■ Problem to work on ■
Scan the entries for lines with the word "Stanislao" and copy those lines.

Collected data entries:
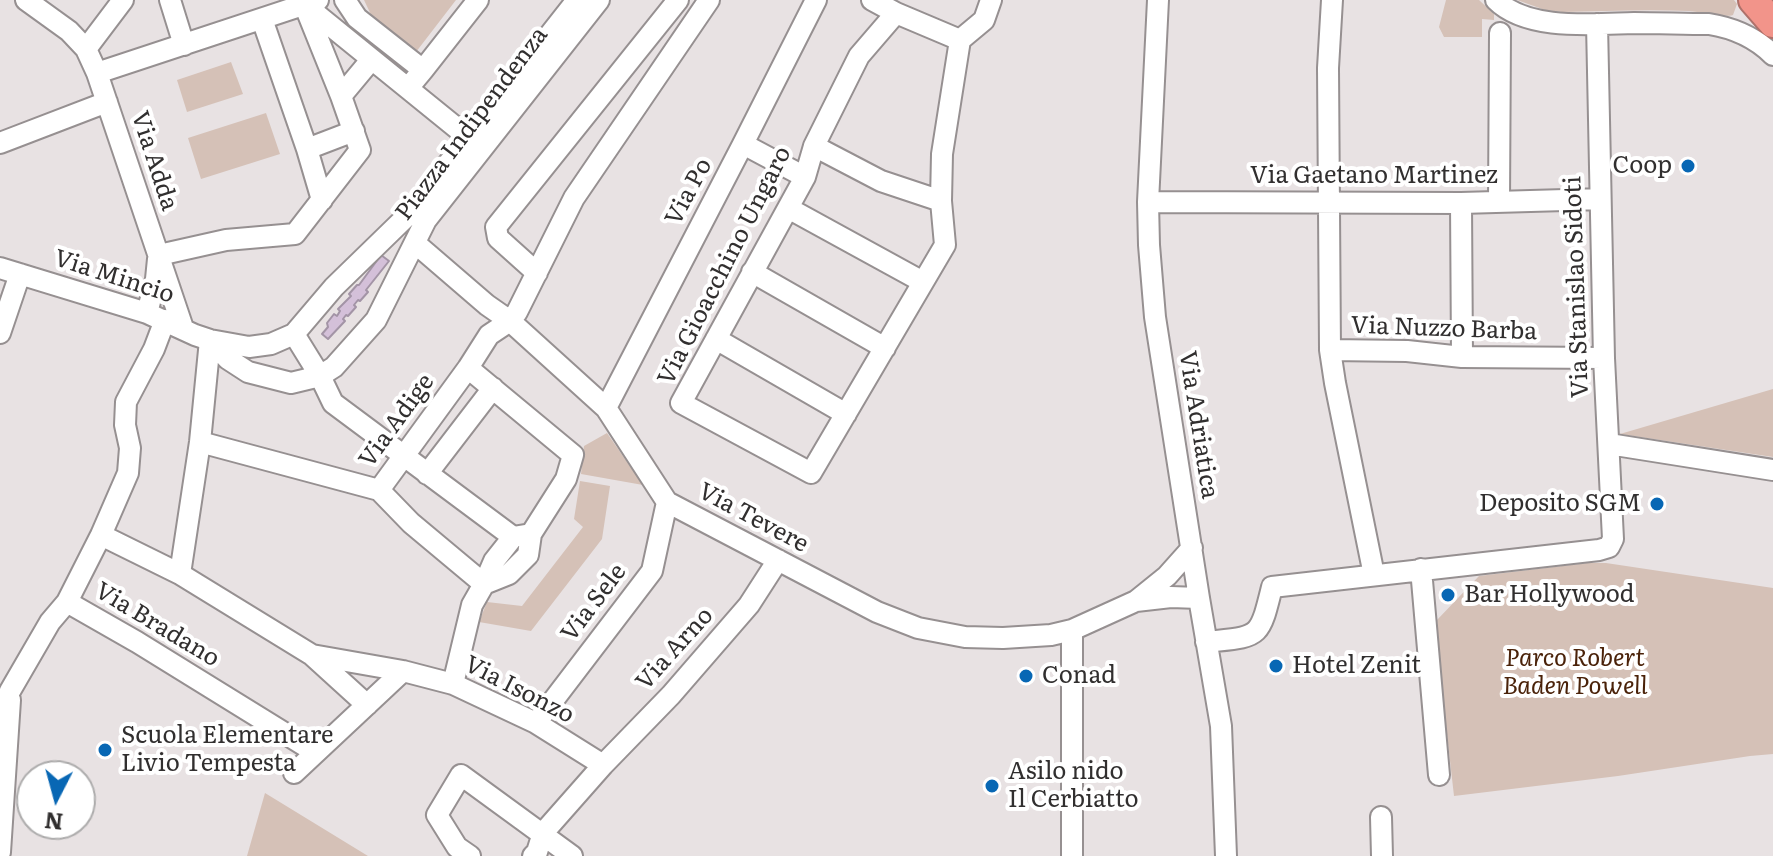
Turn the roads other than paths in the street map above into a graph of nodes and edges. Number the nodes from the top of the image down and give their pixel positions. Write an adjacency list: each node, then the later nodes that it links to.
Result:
1 (26, 0): 25 (street)
2 (123, 0): 25 (street)
3 (170, 0): 24 (street)
4 (345, 0): 28 (street)
5 (478, 0): 28 (street)
6 (577, 0): 34 (street, Piazza Indipendenza)
7 (599, 0): 48 (street, Piazza Indipendenza)
8 (678, 0): 52 (street)
9 (709, 0): 52 (street, Via Adige)
10 (816, 0): 36 (street, Via Po)
11 (872, 0): 18 (street)
12 (991, 0): 23 (street)
13 (1158, 0): 43 (street, Via Adriatica)
14 (1332, 0): 44 (street)
15 (1496, 0): 21 (street)
16 (1753, 0): 20 (highway)
17 (311, 2): 19 (street); 27 (street); 31 (street)
18 (896, 13): 23 (street); 37 (street, Via Gioacchino Ungaro)
19 (262, 19): 24 (street); 38 (street)
20 (1773, 23)
21 (1597, 24): 26 (street); 40 (street, Via Stanislao Sidoti)
22 (1500, 33): 45 (street)
23 (960, 40): 42 (street, Via Gioacchino Ungaro)
24 (184, 45): 29 (street)
25 (86, 49): 29 (street)
26 (1773, 55)
27 (371, 60): 30 (street); 31 (street)
28 (423, 70): 30 (street)
29 (97, 73): 32 (street)
30 (408, 88): 34 (street)
31 (341, 96): 33 (street)
32 (107, 102): 35 (street, Via Adda); 49 (street, Via Adda)
33 (354, 131): 38 (street); 41 (street)
34 (469, 138): 57 (street, Piazza Indipendenza)
35 (0, 143)
36 (743, 144): 39 (street); 67 (street, Via Po)
37 (814, 146): 39 (street, Via Gioacchino Ungaro); 42 (street)
38 (307, 149): 41 (street)
39 (805, 177): 47 (street, Via Gioacchino Ungaro)
40 (1600, 199): 45 (street, Via Gaetano Martinez); 63 (street, Via Stanislao Sidoti)
41 (322, 200): 49 (street)
42 (941, 201): 53 (street, Via Gioacchino Ungaro)
43 (1148, 202): 44 (street, Via Gaetano Martinez); 78 (street, Via Adriatica)
44 (1330, 202): 46 (street, Via Gaetano Martinez); 61 (street)
45 (1499, 202): 46 (street, Via Gaetano Martinez)
46 (1461, 203): 62 (street)
47 (788, 208): 51 (street, Via Gioacchino Ungaro); 53 (street)
48 (415, 243): 55 (street, Via Tevere); 65 (street, Piazza Indipendenza)
49 (159, 255): 54 (street, Via Adda); 54 (street, Via Adda)
50 (10, 271): 54 (street, Via Mincio); 56 (street)
51 (752, 272): 58 (street, Via Gioacchino Ungaro); 60 (street)
52 (537, 273): 55 (street, Via Adige)
53 (923, 282): 60 (street, Via Gioacchino Ungaro)
54 (165, 321): 59 (street, Via Mincio); 76 (street, Via Bradano)
55 (510, 321): 64 (street, Via Adige); 67 (street, Via Tevere)
56 (0, 333)
57 (297, 338): 59 (street); 65 (street)
58 (716, 339): 68 (street); 68 (street, Via Gioacchino Ungaro)
59 (210, 340): 65 (street); 69 (street)
60 (885, 348): 68 (street, Via Gioacchino Ungaro)
61 (1330, 350): 62 (street, Via Nuzzo Barba); 82 (street)
62 (1462, 357): 63 (street, Via Nuzzo Barba)
63 (1604, 358): 70 (street, Via Stanislao Sidoti)
64 (468, 368): 66 (street); 71 (street, Via Adige)
65 (327, 372): 71 (street)
66 (493, 388): 73 (street); 77 (street)
67 (606, 408): 75 (street, Via Tevere)
68 (846, 414)
69 (200, 442): 74 (street, Via Adige); 81 (street)
70 (1609, 444): 72 (street); 80 (street, Via Stanislao Sidoti)
71 (403, 457): 73 (street); 74 (street, Via Adige)
72 (1773, 470)
73 (427, 474): 77 (street)
74 (379, 490): 83 (street)
75 (667, 502): 79 (street, Via Tevere); 95 (street, Via Sele)
76 (101, 535): 81 (street, Via Isonzo); 86 (street, Via Bradano)
77 (522, 535): 83 (street)
78 (1192, 548): 84 (street, Via Adriatica); 85 (street)
79 (778, 560): 87 (street, Via Tevere); 97 (street, Via Arno)
80 (1421, 569): 82 (street); 99 (street)
81 (180, 574): 89 (street, Via Isonzo)
82 (1374, 575): 88 (street)
83 (484, 584): 91 (street)
84 (1199, 598): 85 (street); 88 (street, Via Adriatica)
85 (1136, 601): 87 (street, Via Tevere)
86 (67, 602): 92 (street); 96 (street, Via Bradano)
87 (1072, 630): 106 (street)
88 (1206, 642): 107 (street, Via Adriatica)
89 (312, 655): 90 (street, Via Isonzo); 93 (street, Via Isonzo)
90 (403, 671): 91 (street, Via Isonzo); 93 (street)
91 (453, 684): 95 (street, Via Isonzo)
92 (5, 689): 94 (street); 102 (street)
93 (367, 705): 96 (street)
94 (0, 716)
95 (536, 723): 97 (street, Via Isonzo)
96 (315, 752): 98 (street)
97 (603, 765): 101 (street, Via Arno)
98 (294, 773)
99 (1439, 775)
100 (1381, 817): 108 (street)
101 (543, 833): 103 (street); 104 (street, Via Arno); 105 (street)
102 (0, 852)
103 (470, 856)
104 (533, 856)
105 (572, 856)
106 (1072, 856)
107 (1226, 856)
108 (1382, 856)

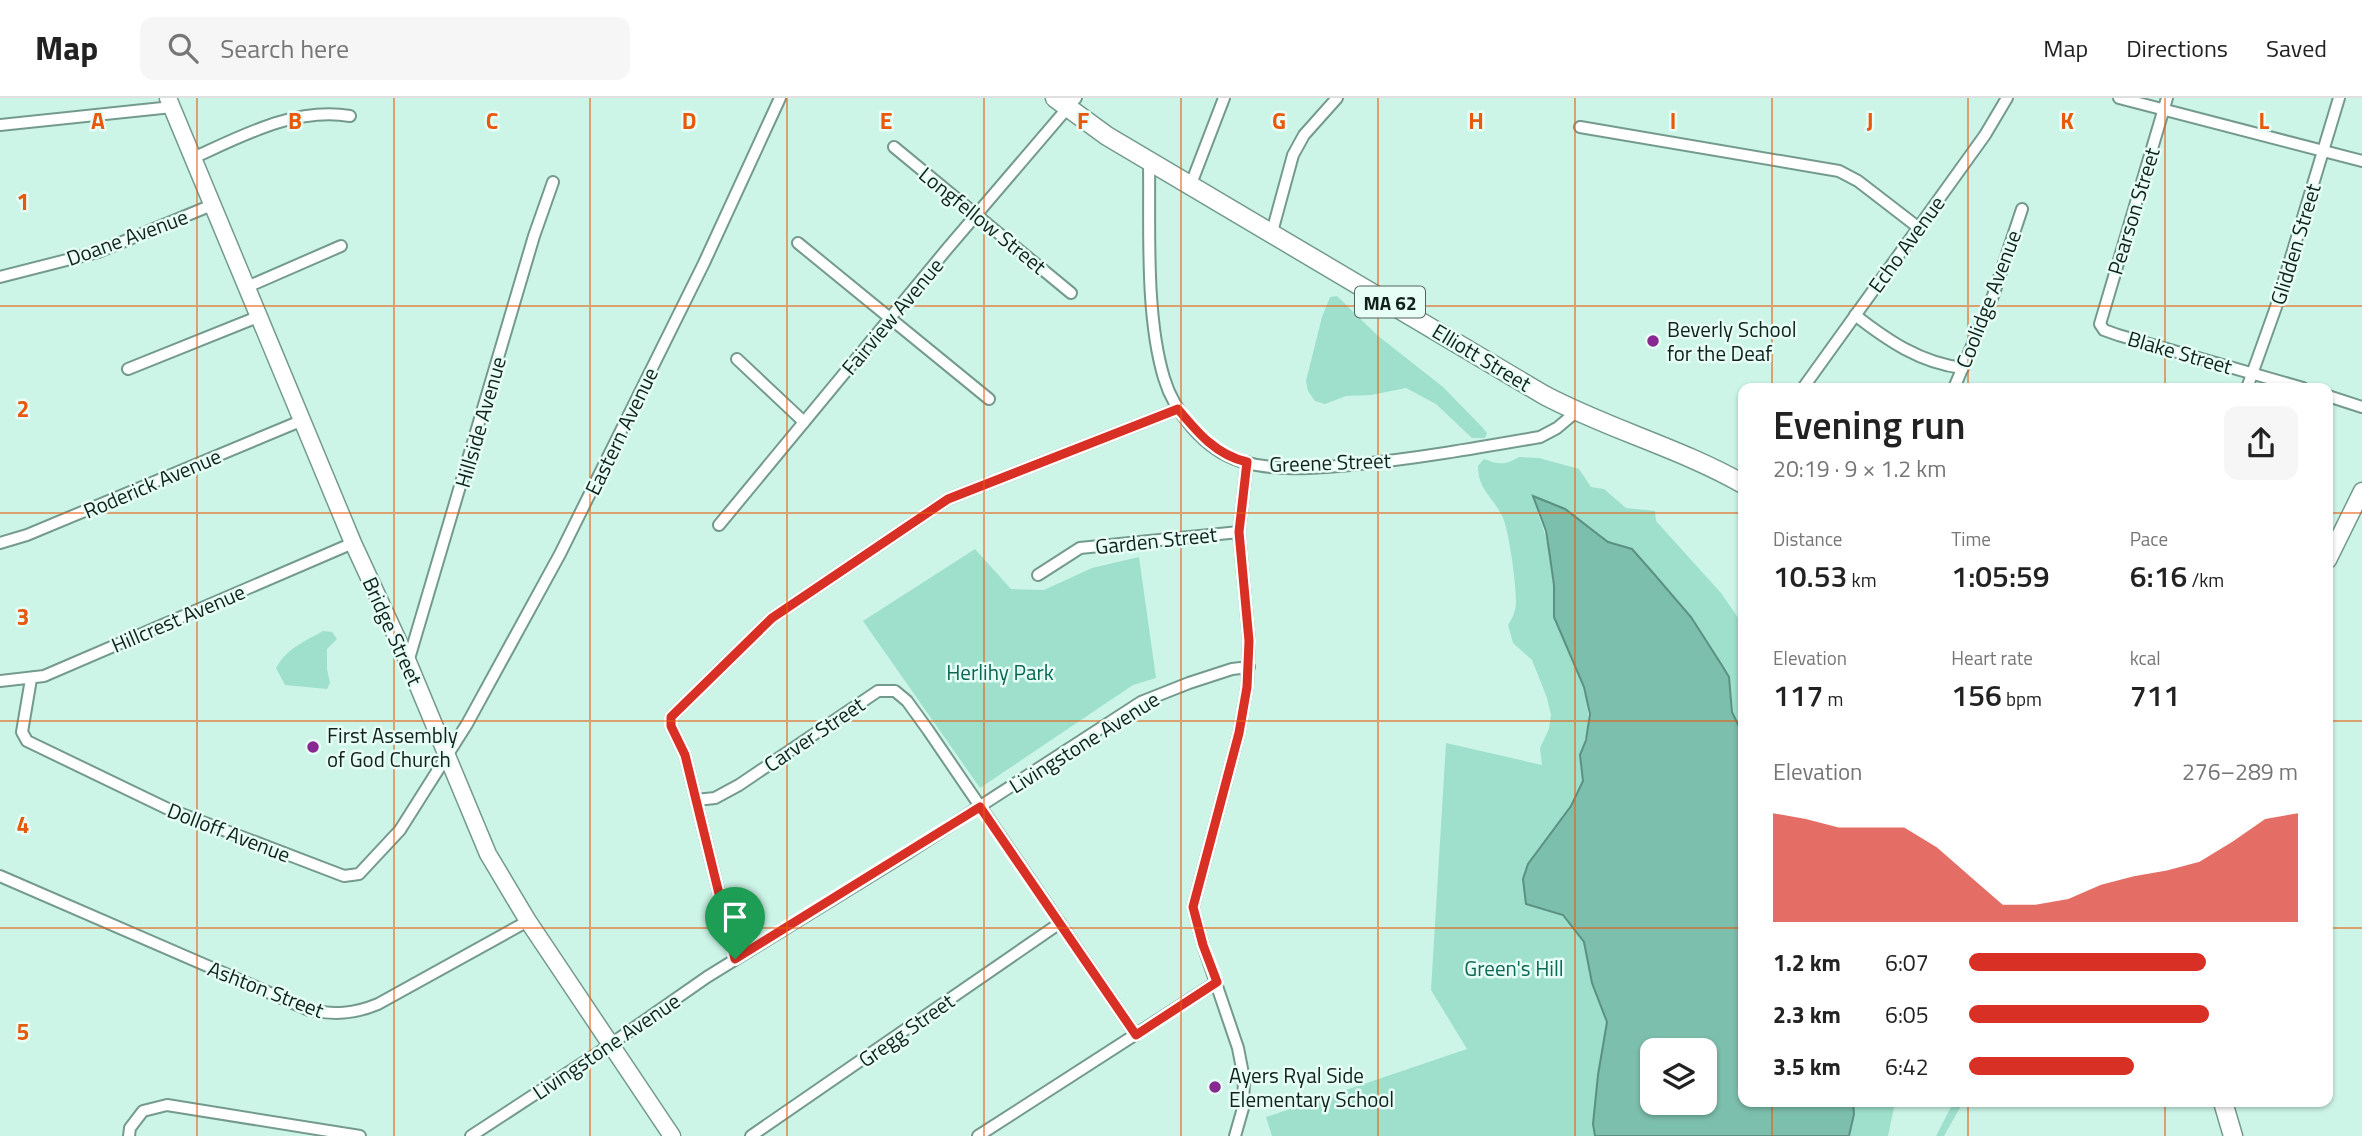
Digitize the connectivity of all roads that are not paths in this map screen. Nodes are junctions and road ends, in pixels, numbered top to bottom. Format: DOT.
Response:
graph roads {
  1 [pos="780,98"];
  2 [pos="1224,98"];
  3 [pos="1337,98"];
  4 [pos="2007,98"];
  5 [pos="2119,98"];
  6 [pos="2167,98"];
  7 [pos="2339,98"];
  8 [pos="1066,102"];
  9 [pos="170,103"];
  10 [pos="2164,110"];
  11 [pos="349,116"];
  12 [pos="0,125"];
  13 [pos="1580,127"];
  14 [pos="894,147"];
  15 [pos="2324,151"];
  16 [pos="193,158"];
  17 [pos="1149,161"];
  18 [pos="2362,161"];
  19 [pos="553,182"];
  20 [pos="1191,184"];
  21 [pos="212,205"];
  22 [pos="2022,209"];
  23 [pos="976,214"];
  24 [pos="1919,228"];
  25 [pos="1272,232"];
  26 [pos="798,243"];
  27 [pos="341,246"];
  28 [pos="0,276"];
  29 [pos="247,287"];
  30 [pos="1072,293"];
  31 [pos="1855,315"];
  32 [pos="260,316"];
  33 [pos="890,318"];
  34 [pos="2100,324"];
  35 [pos="737,359"];
  36 [pos="1963,368"];
  37 [pos="128,369"];
  38 [pos="2254,373"];
  39 [pos="1807,383"];
  40 [pos="1956,383"];
  41 [pos="2249,383"];
  42 [pos="2287,383"];
  43 [pos="2333,398"];
  44 [pos="989,399"];
  45 [pos="2362,407"];
  46 [pos="1178,409"];
  47 [pos="1576,412"];
  48 [pos="303,419"];
  49 [pos="804,422"];
  50 [pos="1247,462"];
  51 [pos="1738,478"];
  52 [pos="2362,491"];
  53 [pos="719,525"];
  54 [pos="1239,532"];
  55 [pos="0,543"];
  56 [pos="353,544"];
  57 [pos="2333,550"];
  58 [pos="1038,575"];
  59 [pos="408,662"];
  60 [pos="1249,667"];
  61 [pos="31,679"];
  62 [pos="0,681"];
  63 [pos="446,756"];
  64 [pos="696,800"];
  65 [pos="980,807"];
  66 [pos="0,876"];
  67 [pos="528,921"];
  68 [pos="1060,923"];
  69 [pos="735,959"];
  70 [pos="1217,982"];
  71 [pos="1136,1035"];
  72 [pos="610,1044"];
  73 [pos="2224,1107"];
  74 [pos="129,1136"];
  75 [pos="360,1136"];
  76 [pos="471,1136"];
  77 [pos="672,1136"];
  78 [pos="751,1136"];
  79 [pos="978,1136"];
  80 [pos="1235,1136"];
  81 [pos="2233,1136"];
  1 -- 63 [label="street, Eastern Avenue"];
  2 -- 20 [label="street"];
  3 -- 25 [label="street"];
  4 -- 24 [label="street, Echo Avenue"];
  5 -- 10 [label="street"];
  6 -- 10 [label="street, Pearson Street"];
  7 -- 15 [label="street, Glidden Street"];
  8 -- 17 [label="main road, Elliott Street / MA 62"];
  8 -- 23 [label="street, Fairview Avenue"];
  9 -- 12 [label="street"];
  9 -- 16 [label="main road, Bridge Street"];
  10 -- 15 [label="street"];
  10 -- 34 [label="street, Pearson Street"];
  11 -- 16 [label="street"];
  13 -- 24 [label="street"];
  14 -- 23 [label="street, Longfellow Street"];
  15 -- 18 [label="street"];
  15 -- 38 [label="street, Glidden Street"];
  16 -- 21 [label="main road, Bridge Street"];
  17 -- 20 [label="main road, Elliott Street / MA 62"];
  17 -- 46 [label="street, Greene Street"];
  19 -- 59 [label="street, Hillside Avenue"];
  20 -- 25 [label="main road, Elliott Street / MA 62"];
  21 -- 28 [label="street, Doane Avenue"];
  21 -- 29 [label="main road, Bridge Street"];
  22 -- 36 [label="street, Coolidge Avenue"];
  23 -- 30 [label="street, Longfellow Street"];
  23 -- 33 [label="street, Fairview Avenue"];
  24 -- 31 [label="street, Echo Avenue"];
  25 -- 47 [label="main road, Elliott Street / MA 62"];
  26 -- 33 [label="street"];
  27 -- 29 [label="street"];
  29 -- 32 [label="main road, Bridge Street"];
  31 -- 36 [label="street"];
  31 -- 39 [label="street, Echo Avenue"];
  32 -- 37 [label="street"];
  32 -- 48 [label="main road, Bridge Street"];
  33 -- 44 [label="street"];
  33 -- 49 [label="street, Fairview Avenue"];
  34 -- 38 [label="street, Blake Street"];
  35 -- 49 [label="street"];
  36 -- 40 [label="street, Coolidge Avenue"];
  38 -- 41 [label="street, Glidden Street"];
  38 -- 42 [label="street, Blake Street"];
  43 -- 45 [label="street"];
  46 -- 50 [label="street, Greene Street"];
  46 -- 64 [label="street"];
  47 -- 50 [label="street, Greene Street"];
  47 -- 51 [label="main road, Elliott Street / MA 62"];
  48 -- 55 [label="street, Roderick Avenue"];
  48 -- 56 [label="main road, Bridge Street"];
  49 -- 53 [label="street, Fairview Avenue"];
  50 -- 54 [label="street"];
  52 -- 57 [label="main road"];
  54 -- 58 [label="street, Garden Street"];
  54 -- 60 [label="street"];
  56 -- 59 [label="main road, Bridge Street"];
  56 -- 61 [label="street, Hillcrest Avenue"];
  59 -- 63 [label="main road, Bridge Street"];
  60 -- 65 [label="street, Livingstone Avenue"];
  60 -- 70 [label="street"];
  61 -- 62 [label="street, Hillcrest Avenue"];
  61 -- 63 [label="street, Dolloff Avenue"];
  63 -- 67 [label="main road, Bridge Street"];
  64 -- 65 [label="street, Carver Street"];
  64 -- 69 [label="street"];
  65 -- 68 [label="street, Carver Street"];
  65 -- 69 [label="street, Livingstone Avenue"];
  66 -- 67 [label="street, Ashton Street"];
  67 -- 72 [label="main road, Bridge Street"];
  68 -- 71 [label="street, Carver Street"];
  68 -- 78 [label="street, Gregg Street"];
  69 -- 72 [label="street, Livingstone Avenue"];
  70 -- 71 [label="street"];
  70 -- 80 [label="street"];
  71 -- 79 [label="street"];
  72 -- 76 [label="street, Livingstone Avenue"];
  72 -- 77 [label="main road, Bridge Street"];
  73 -- 81 [label="main road"];
  74 -- 75 [label="street"];
}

■ Solved problem ■
21 (1597, 24): 26 (street); 40 (street, Via Stanislao Sidoti)
40 (1600, 199): 45 (street, Via Gaetano Martinez); 63 (street, Via Stanislao Sidoti)
63 (1604, 358): 70 (street, Via Stanislao Sidoti)
70 (1609, 444): 72 (street); 80 (street, Via Stanislao Sidoti)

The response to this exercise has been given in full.